# how to attach fish n mate cart to tow hitch?



## HuskyMD (May 19, 2000)

How would I go about attaching a fish n mate cart to a trailer hitch?


----------



## 1obxnut (Mar 26, 2002)

Trev, 

you need to get the cart caddie..call up Green Top, they should have it cheap..


----------



## Rockfish1 (Apr 8, 2005)

I built my own rack to carry one... much stronger then the one fish n mate sells... if you have a friend that welds, get a receiver stem and pullup by his scrap pile and put you something together... mine cost me $5 for a used hitch, and a 6 pack for the steel and welding...


----------



## HuskyMD (May 19, 2000)

I have a neighbor that is a welder by trade and is very good at it. He's also a real a#$hole. Maybe better to buy one than deal with him.


----------



## HuskyMD (May 19, 2000)

would the cart caddy connect directly to the hitch with a pin or do I also have to buy one of the 2" receivers that Fishnmate sells?


----------



## DaBig2na (Aug 7, 2011)

If you already have one it works with a 2 in receiver hitch

Look here
http://www.rodrack.com/fishing-cart-accessories/cart-caddy/#


----------



## HuskyMD (May 19, 2000)

hmm, so 200 for the cart, 140 for the hitch, and another 140 for a cart caddie so about $500 for the whole setup. Sounds not so bad until I realize I'd only use it once or twice a year.


----------



## DaBig2na (Aug 7, 2011)

Husky I bought mine off Craigslist for 90.00 he wanted 100.00 but I had to haggle with him.
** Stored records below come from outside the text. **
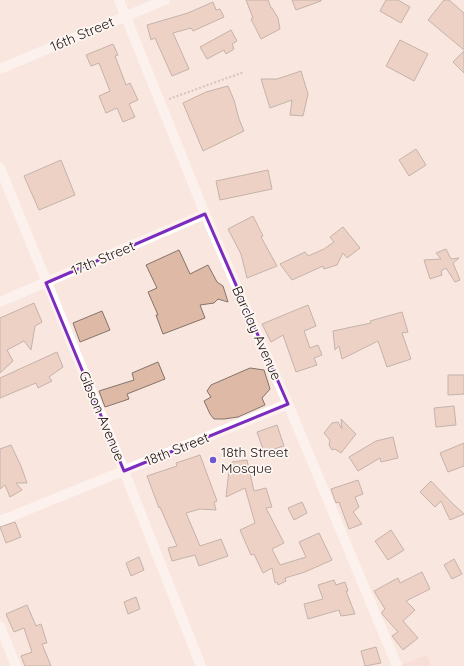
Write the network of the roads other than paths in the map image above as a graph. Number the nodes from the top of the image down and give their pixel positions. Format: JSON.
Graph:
{"nodes":[{"id":1,"x":119,"y":0,"type":"edge"},
{"id":2,"x":165,"y":0,"type":"edge"},
{"id":3,"x":125,"y":16,"type":"junction"},
{"id":4,"x":0,"y":69,"type":"edge"},
{"id":5,"x":0,"y":168,"type":"edge"},
{"id":6,"x":205,"y":214,"type":"junction"},
{"id":7,"x":46,"y":283,"type":"junction"},
{"id":8,"x":0,"y":302,"type":"edge"},
{"id":9,"x":288,"y":404,"type":"junction"},
{"id":10,"x":124,"y":471,"type":"junction"},
{"id":11,"x":0,"y":521,"type":"edge"},
{"id":12,"x":0,"y":626,"type":"edge"},
{"id":13,"x":16,"y":666,"type":"edge"},
{"id":14,"x":201,"y":666,"type":"edge"},
{"id":15,"x":397,"y":666,"type":"edge"}],
"edges":[{"from":1,"to":3,"type":"street","name":"Barclay Avenue"},
{"from":2,"to":3,"type":"street","name":"16th Street"},
{"from":3,"to":4,"type":"street","name":"16th Street"},
{"from":3,"to":6,"type":"street","name":"Barclay Avenue"},
{"from":5,"to":7,"type":"street","name":"Gibson Avenue"},
{"from":6,"to":7,"type":"street","name":"17th Street"},
{"from":6,"to":9,"type":"street","name":"Barclay Avenue"},
{"from":7,"to":8,"type":"street","name":"17th Street"},
{"from":7,"to":10,"type":"street","name":"Gibson Avenue"},
{"from":9,"to":10,"type":"street","name":"18th Street"},
{"from":9,"to":15,"type":"street","name":"Barclay Avenue"},
{"from":10,"to":11,"type":"street","name":"18th Street"},
{"from":10,"to":14,"type":"street","name":"Gibson Avenue"},
{"from":12,"to":13,"type":"street"}]}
If I'm driving my 4runner it fits nicely in the back with the handle removed. My truck no problem.

Keep a check on CL and one will pop up


----------



## CJS (Oct 2, 2006)

I built mine from a piece of 2" aluminum tube and some deck boards. Deck boards about 16" slide between the square tube on the bottom of the cart and another piece same width and about 6" bolted on top of the deck boards. Cart sits atop the reciever tube deck boards slide between the tubes of the cart and the axle rides under the 6" piece. I got an adjustable strap with.a buckle and use that to secure the side opposite the cart when traveling. It isn't pretty but it works.Migt be difficult to envision given that explanation and grammar associated with smartphone post could email a pics if you want. 

Could accomplish something similar by modifying a hitch mounted cargo carrier. That being said this summer i am buying a cart carrier. 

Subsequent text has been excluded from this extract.